Every entry below must be copied exactly, with nothing left out.

# Stored data

• • •

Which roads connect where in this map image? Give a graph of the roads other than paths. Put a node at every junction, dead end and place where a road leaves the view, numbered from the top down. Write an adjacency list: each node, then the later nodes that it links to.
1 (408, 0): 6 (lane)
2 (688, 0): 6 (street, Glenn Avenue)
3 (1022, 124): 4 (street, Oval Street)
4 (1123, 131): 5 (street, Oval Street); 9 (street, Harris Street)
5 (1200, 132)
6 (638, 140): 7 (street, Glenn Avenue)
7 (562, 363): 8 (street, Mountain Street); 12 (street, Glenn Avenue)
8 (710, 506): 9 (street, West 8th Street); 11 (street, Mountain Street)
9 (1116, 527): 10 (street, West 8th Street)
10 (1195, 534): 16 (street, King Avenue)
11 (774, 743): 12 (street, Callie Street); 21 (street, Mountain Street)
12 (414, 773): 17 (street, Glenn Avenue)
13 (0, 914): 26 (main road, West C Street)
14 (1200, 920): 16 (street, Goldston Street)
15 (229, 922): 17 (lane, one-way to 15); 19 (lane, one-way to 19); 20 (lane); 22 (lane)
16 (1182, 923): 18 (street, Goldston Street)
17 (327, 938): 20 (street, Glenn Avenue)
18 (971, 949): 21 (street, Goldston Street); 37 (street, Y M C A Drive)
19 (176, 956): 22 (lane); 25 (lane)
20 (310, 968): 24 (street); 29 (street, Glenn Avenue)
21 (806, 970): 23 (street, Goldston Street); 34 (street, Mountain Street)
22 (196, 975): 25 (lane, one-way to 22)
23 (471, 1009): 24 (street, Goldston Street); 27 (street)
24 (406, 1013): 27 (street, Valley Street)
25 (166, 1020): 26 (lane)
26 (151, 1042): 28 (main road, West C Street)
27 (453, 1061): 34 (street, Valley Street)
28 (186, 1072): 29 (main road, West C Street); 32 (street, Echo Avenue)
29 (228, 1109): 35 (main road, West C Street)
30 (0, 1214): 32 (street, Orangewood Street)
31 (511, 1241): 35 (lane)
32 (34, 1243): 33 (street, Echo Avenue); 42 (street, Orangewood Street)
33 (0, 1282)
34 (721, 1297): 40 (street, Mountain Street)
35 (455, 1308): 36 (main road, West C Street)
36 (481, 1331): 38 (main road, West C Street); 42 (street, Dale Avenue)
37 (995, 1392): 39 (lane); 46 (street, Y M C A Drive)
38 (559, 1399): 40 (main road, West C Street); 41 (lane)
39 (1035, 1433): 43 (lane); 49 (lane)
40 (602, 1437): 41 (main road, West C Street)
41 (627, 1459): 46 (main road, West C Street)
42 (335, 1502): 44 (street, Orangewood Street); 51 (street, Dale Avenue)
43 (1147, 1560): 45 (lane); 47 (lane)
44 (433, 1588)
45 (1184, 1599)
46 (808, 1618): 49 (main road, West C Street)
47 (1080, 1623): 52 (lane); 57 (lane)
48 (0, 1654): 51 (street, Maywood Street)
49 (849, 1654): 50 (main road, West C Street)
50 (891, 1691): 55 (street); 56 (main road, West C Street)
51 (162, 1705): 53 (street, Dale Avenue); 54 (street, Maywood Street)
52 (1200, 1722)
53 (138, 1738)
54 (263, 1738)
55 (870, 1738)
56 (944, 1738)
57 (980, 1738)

• • •

# Response
Which roads connect where in this map image? Give a graph of the roads other than paths. Put a node at every junction, dead end and place where a road leaves the view, numbered from the top down. Write an adjacency list: each node, then the later nodes that it links to.
1 (408, 0): 6 (lane)
2 (688, 0): 6 (street, Glenn Avenue)
3 (1022, 124): 4 (street, Oval Street)
4 (1123, 131): 5 (street, Oval Street); 9 (street, Harris Street)
5 (1200, 132)
6 (638, 140): 7 (street, Glenn Avenue)
7 (562, 363): 8 (street, Mountain Street); 12 (street, Glenn Avenue)
8 (710, 506): 9 (street, West 8th Street); 11 (street, Mountain Street)
9 (1116, 527): 10 (street, West 8th Street)
10 (1195, 534): 16 (street, King Avenue)
11 (774, 743): 12 (street, Callie Street); 21 (street, Mountain Street)
12 (414, 773): 17 (street, Glenn Avenue)
13 (0, 914): 26 (main road, West C Street)
14 (1200, 920): 16 (street, Goldston Street)
15 (229, 922): 17 (lane, one-way to 15); 19 (lane, one-way to 19); 20 (lane); 22 (lane)
16 (1182, 923): 18 (street, Goldston Street)
17 (327, 938): 20 (street, Glenn Avenue)
18 (971, 949): 21 (street, Goldston Street); 37 (street, Y M C A Drive)
19 (176, 956): 22 (lane); 25 (lane)
20 (310, 968): 24 (street); 29 (street, Glenn Avenue)
21 (806, 970): 23 (street, Goldston Street); 34 (street, Mountain Street)
22 (196, 975): 25 (lane, one-way to 22)
23 (471, 1009): 24 (street, Goldston Street); 27 (street)
24 (406, 1013): 27 (street, Valley Street)
25 (166, 1020): 26 (lane)
26 (151, 1042): 28 (main road, West C Street)
27 (453, 1061): 34 (street, Valley Street)
28 (186, 1072): 29 (main road, West C Street); 32 (street, Echo Avenue)
29 (228, 1109): 35 (main road, West C Street)
30 (0, 1214): 32 (street, Orangewood Street)
31 (511, 1241): 35 (lane)
32 (34, 1243): 33 (street, Echo Avenue); 42 (street, Orangewood Street)
33 (0, 1282)
34 (721, 1297): 40 (street, Mountain Street)
35 (455, 1308): 36 (main road, West C Street)
36 (481, 1331): 38 (main road, West C Street); 42 (street, Dale Avenue)
37 (995, 1392): 39 (lane); 46 (street, Y M C A Drive)
38 (559, 1399): 40 (main road, West C Street); 41 (lane)
39 (1035, 1433): 43 (lane); 49 (lane)
40 (602, 1437): 41 (main road, West C Street)
41 (627, 1459): 46 (main road, West C Street)
42 (335, 1502): 44 (street, Orangewood Street); 51 (street, Dale Avenue)
43 (1147, 1560): 45 (lane); 47 (lane)
44 (433, 1588)
45 (1184, 1599)
46 (808, 1618): 49 (main road, West C Street)
47 (1080, 1623): 52 (lane); 57 (lane)
48 (0, 1654): 51 (street, Maywood Street)
49 (849, 1654): 50 (main road, West C Street)
50 (891, 1691): 55 (street); 56 (main road, West C Street)
51 (162, 1705): 53 (street, Dale Avenue); 54 (street, Maywood Street)
52 (1200, 1722)
53 (138, 1738)
54 (263, 1738)
55 (870, 1738)
56 (944, 1738)
57 (980, 1738)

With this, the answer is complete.